I am glancing at the last 3 weeks of classified ads in Detroit News / Free Press Real Estate Miscellaneous, Real Estate Financing and Real Estate Wanted Sections – typically 3 sections that are devoted to all things to do with real estate investing.

It is pretty dismal reading. It looks like the same exact person wrote all the ads. All of them want to you to call a phone number. As an exercise I do – a live person answers none of them. Half has voice mails that say something to the effect, “Hey, this is Rick; I am not here; Hit me back!” The other half has voice mails. I leave messages on nearly all of them even wanting Rick to “holler” back at me.

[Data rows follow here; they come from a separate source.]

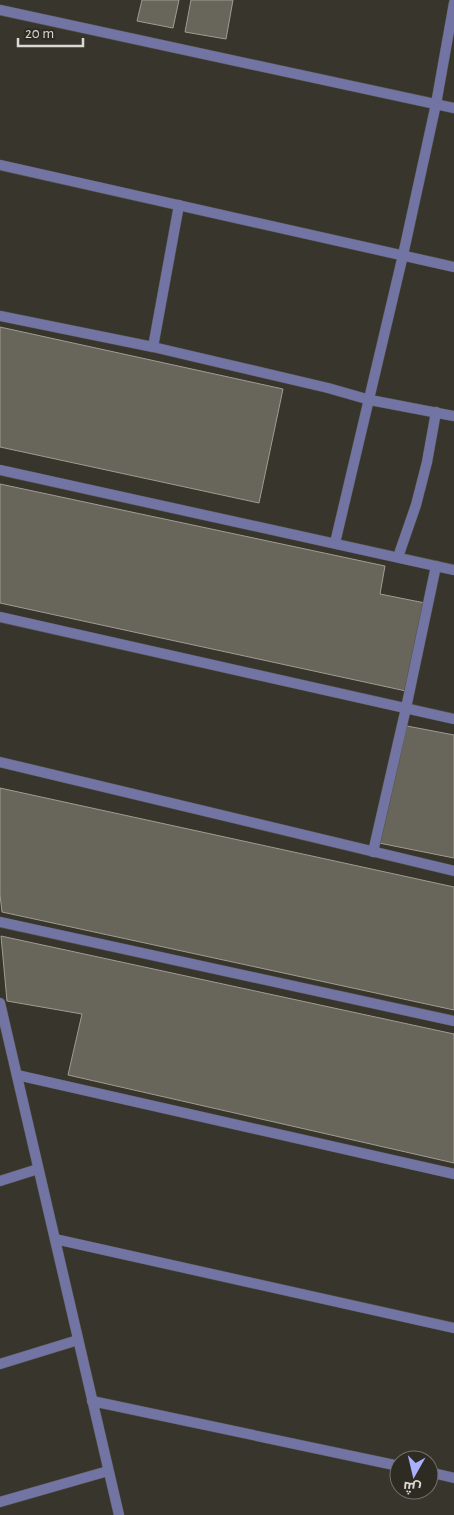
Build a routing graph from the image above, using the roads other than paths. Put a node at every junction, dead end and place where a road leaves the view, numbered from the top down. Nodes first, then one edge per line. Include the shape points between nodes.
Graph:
1 (454, 3) edge
2 (0, 10) edge
3 (436, 104) junction
4 (454, 108) edge
5 (0, 165) edge
6 (179, 205) junction
7 (403, 256) junction
8 (454, 267) edge
9 (0, 316) edge
10 (153, 347) junction
11 (370, 400) junction
12 (436, 412) junction
13 (454, 416) edge
14 (0, 470) edge
15 (335, 543) junction
16 (398, 557) junction
17 (436, 566) junction
18 (454, 570) edge
19 (0, 617) edge
20 (406, 708) junction
21 (454, 719) edge
22 (0, 762) edge
23 (373, 852) junction
24 (454, 871) edge
25 (0, 922) edge
26 (0, 1003) edge
27 (454, 1021) edge
28 (17, 1075) junction
29 (38, 1169) junction
30 (454, 1174) edge
31 (0, 1181) edge
32 (54, 1239) junction
33 (454, 1328) edge
34 (78, 1340) junction
35 (0, 1364) edge
36 (92, 1400) junction
37 (389, 1464) edge
38 (108, 1471) junction
39 (439, 1474) edge
40 (454, 1478) edge
41 (0, 1502) edge
42 (119, 1515) edge

1 - 3 street
2 - 3 street
3 - 4 street
3 - 7 street
5 - 6 street
6 - 7 street
6 - 10 street
7 - 8 street
7 - 11 street
9 - 10 street
10 - 11 street
11 - 12 street
11 - 15 street
12 - 13 street
12 - 16 street via 416,505
14 - 15 street
15 - 16 street
16 - 17 street
17 - 18 street
17 - 20 street
19 - 20 street
20 - 21 street
20 - 23 street
22 - 23 street
23 - 24 street
25 - 27 street
26 - 28 street
28 - 29 street
28 - 30 street
29 - 31 street
29 - 32 street
32 - 33 street
32 - 34 street
34 - 35 street
34 - 36 street
36 - 37 street
36 - 38 street
38 - 41 street
38 - 42 street
39 - 40 street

Monday, Tuesday and Wednesday go by – not even one phone call comes back.

Who is reading these classified anymore? And why are we, real estate investor’s keep running these boring, ho-hum ads over and over again??? Are the people who are running these ads testing these ads against each other, tracking response on what ad is pulling better numbers? What about the quality of the leads coming in? Are these people serious and they have nothing better to do than just to call and chit chat???

The thing which is utterly beyond me is that the bigger the ad meaning more expensive it is – the more likely the chance that nobody will answer the phone or if they do, will know what the heck they are supposed to say.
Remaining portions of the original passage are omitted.